IntentAGI--First Action Layer for Autonomous Agent
IntentAGI Explainer Video
Last updated
IntentAGI Explainer Video
Last updated
In the wave of digitization, we stand at the forefront of technological innovation, where Web3 and Artificial Intelligence (AI) are reshaping the way we understand and interact with the world. With this progress comes a unique opportunity: to use Agent technology to solve long-standing issues while exploring endless future possibilities.
Against this backdrop, we are proud to introduce our project: IntentAGI, a pioneering initiative designed to define the first action layer for autonomous agents. Before delving deeper, it's essential to highlight the profound connection between the name IntentAGI and our project.
We've observed a critical fact overlooked by many in our industry: any AI agent that doesn't start from understanding a user's intent (Intent) to generate actions (Action) that meet task requirements is incomplete. This simple yet profound insight is the cornerstone of building a truly effective AI agent.
The agent framework involved in IntentAGI is born from this concept, representing a natural transition from intent to action, ensuring each action is designed to achieve the user's specific goals.We firmly believe that the birth of AGI will be a process of quantitative to qualitative change (scaling law).
Under the agent framework of IntentAGI, we propose a data-driven AI agent framework and model, where users' intentions and behaviors can be effectively evaluated and quantified.

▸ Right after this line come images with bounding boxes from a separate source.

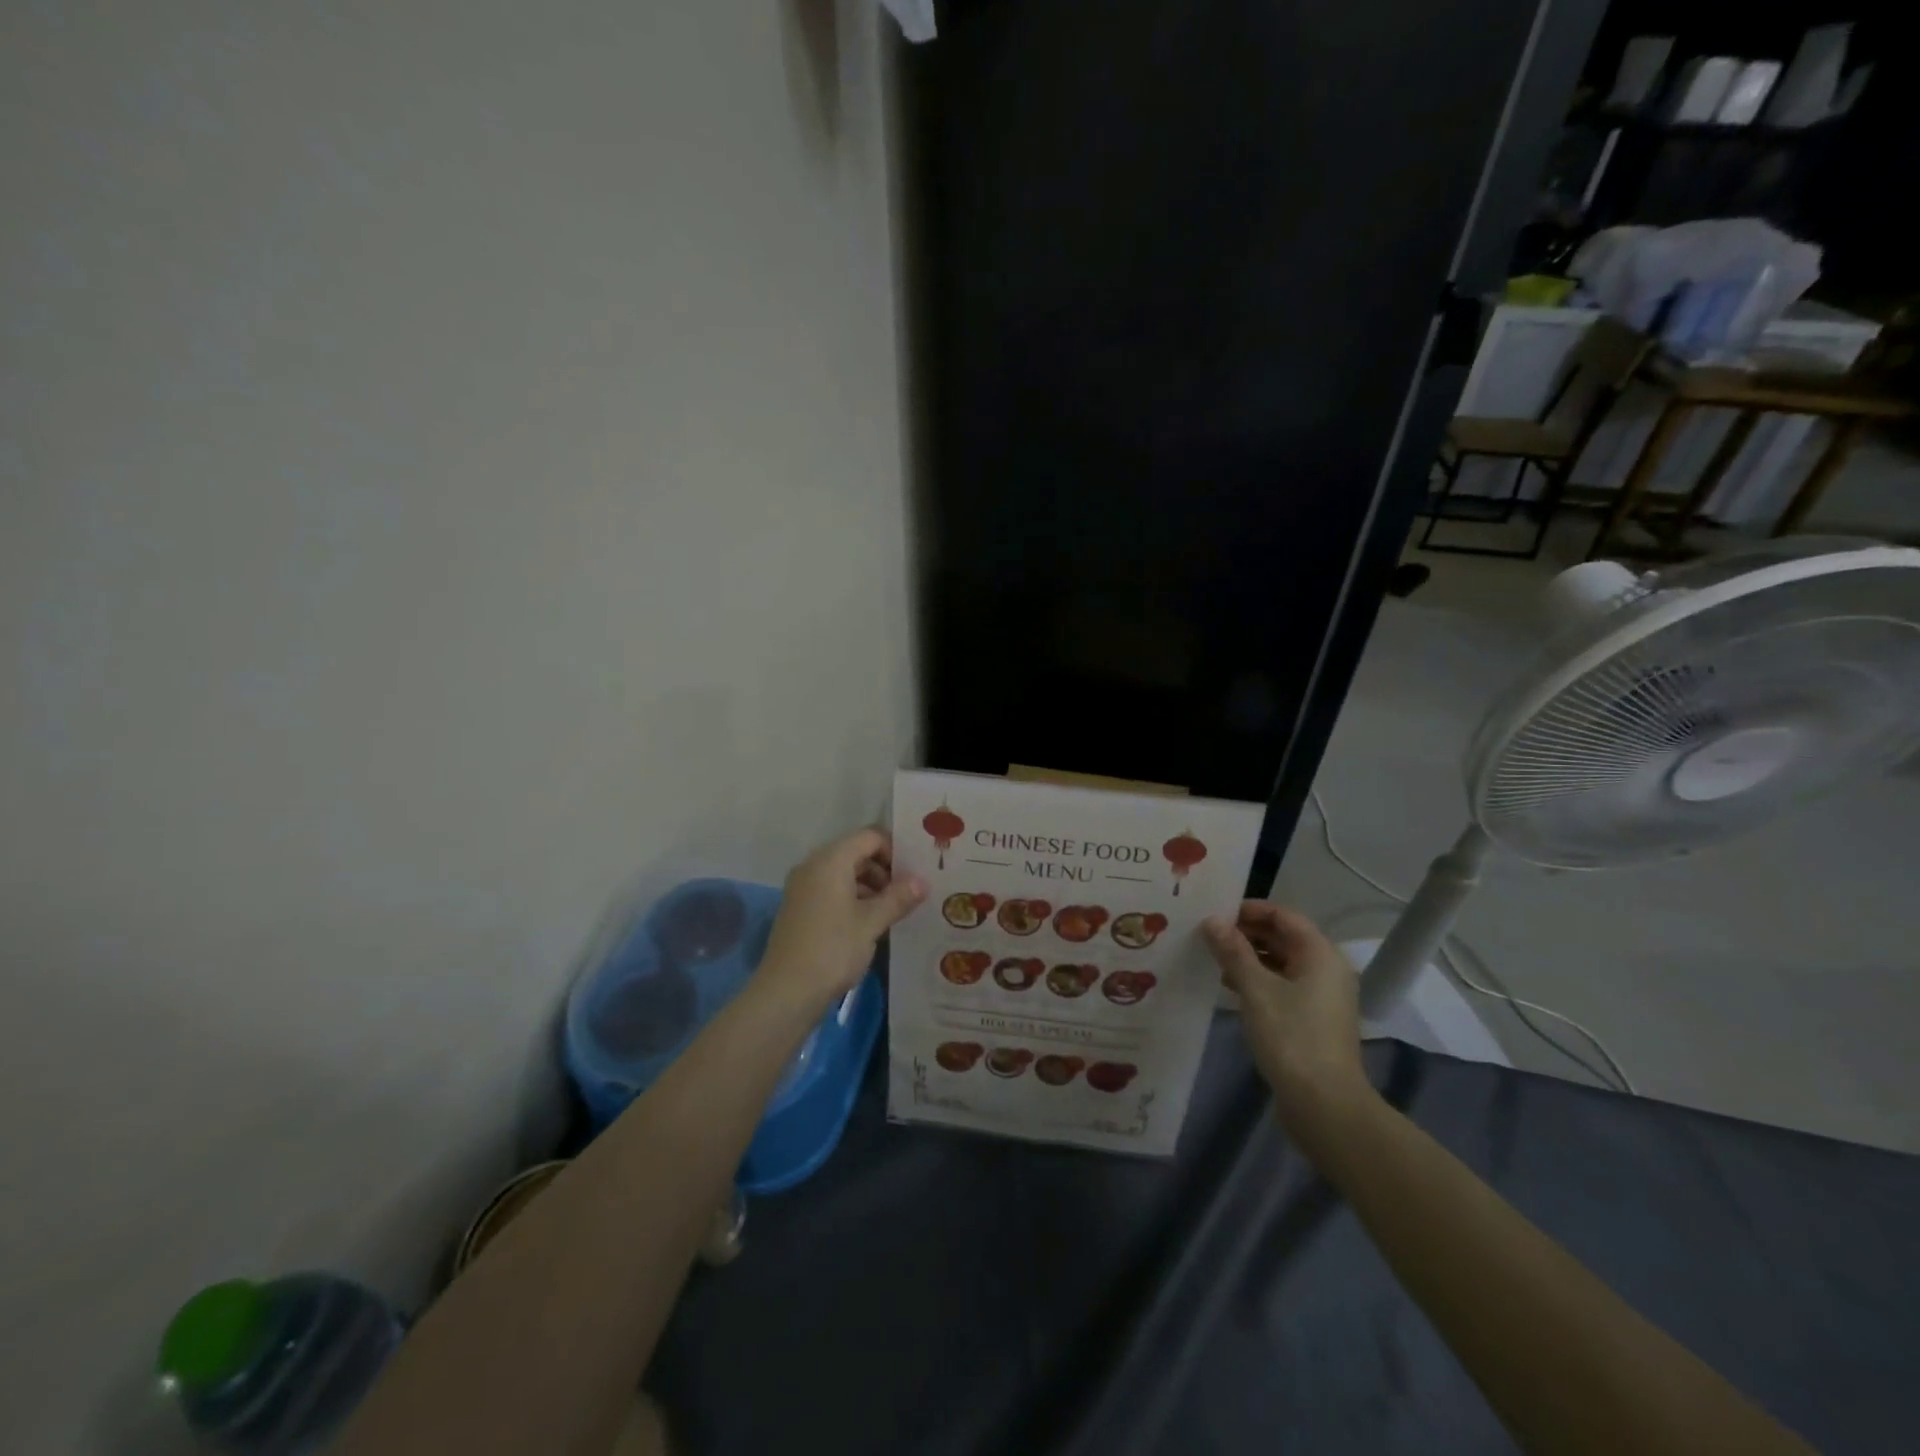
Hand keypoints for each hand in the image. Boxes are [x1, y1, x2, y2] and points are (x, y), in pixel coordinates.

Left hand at [759, 828, 925, 1012]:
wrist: (786, 992)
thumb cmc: (833, 950)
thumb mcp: (872, 923)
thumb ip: (898, 898)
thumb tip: (922, 881)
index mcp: (831, 860)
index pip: (869, 837)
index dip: (895, 850)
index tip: (915, 873)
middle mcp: (813, 866)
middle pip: (856, 853)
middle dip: (884, 869)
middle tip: (909, 893)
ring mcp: (802, 887)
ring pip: (844, 873)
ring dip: (870, 886)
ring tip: (894, 910)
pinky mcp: (799, 908)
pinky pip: (831, 890)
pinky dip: (853, 898)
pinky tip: (870, 922)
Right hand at [1203, 902, 1373, 1137]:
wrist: (1324, 1105)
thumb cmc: (1291, 1037)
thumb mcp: (1255, 989)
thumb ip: (1233, 951)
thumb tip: (1212, 921)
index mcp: (1320, 954)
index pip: (1283, 915)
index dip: (1250, 910)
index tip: (1216, 912)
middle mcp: (1326, 970)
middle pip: (1284, 938)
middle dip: (1246, 933)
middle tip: (1208, 935)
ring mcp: (1322, 997)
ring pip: (1282, 963)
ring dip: (1249, 957)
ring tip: (1213, 959)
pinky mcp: (1313, 1020)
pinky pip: (1283, 986)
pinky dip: (1258, 980)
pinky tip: (1230, 987)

Through sufficient scenario experience, training, and computation, the emergence of AGI becomes a foreseeable future (1 billion token law). This methodology not only showcases technological progress but also our profound understanding of the AI development path.
Lastly, the reason we firmly believe Web3 is the essential path to achieving this goal is simple: the tasks and knowledge of the human world are fundamentally decentralized. Each person possesses unique knowledge and skills, completing various tasks in different environments. The background of this project is distinct from any previous AIGC (AI and Generative Content) models, such as LLM (Large Language Models), text-to-image generation, and those whose pre-training datasets predominantly come from the internet.
Therefore, an end-to-end "intent to action" dataset that encompasses this diversity can only be built through a decentralized approach.
Moreover, we will address the wealth distribution issue in the process of AGI's birth, calculating every effective action involved in the birth of AGI and enjoying the benefits it brings.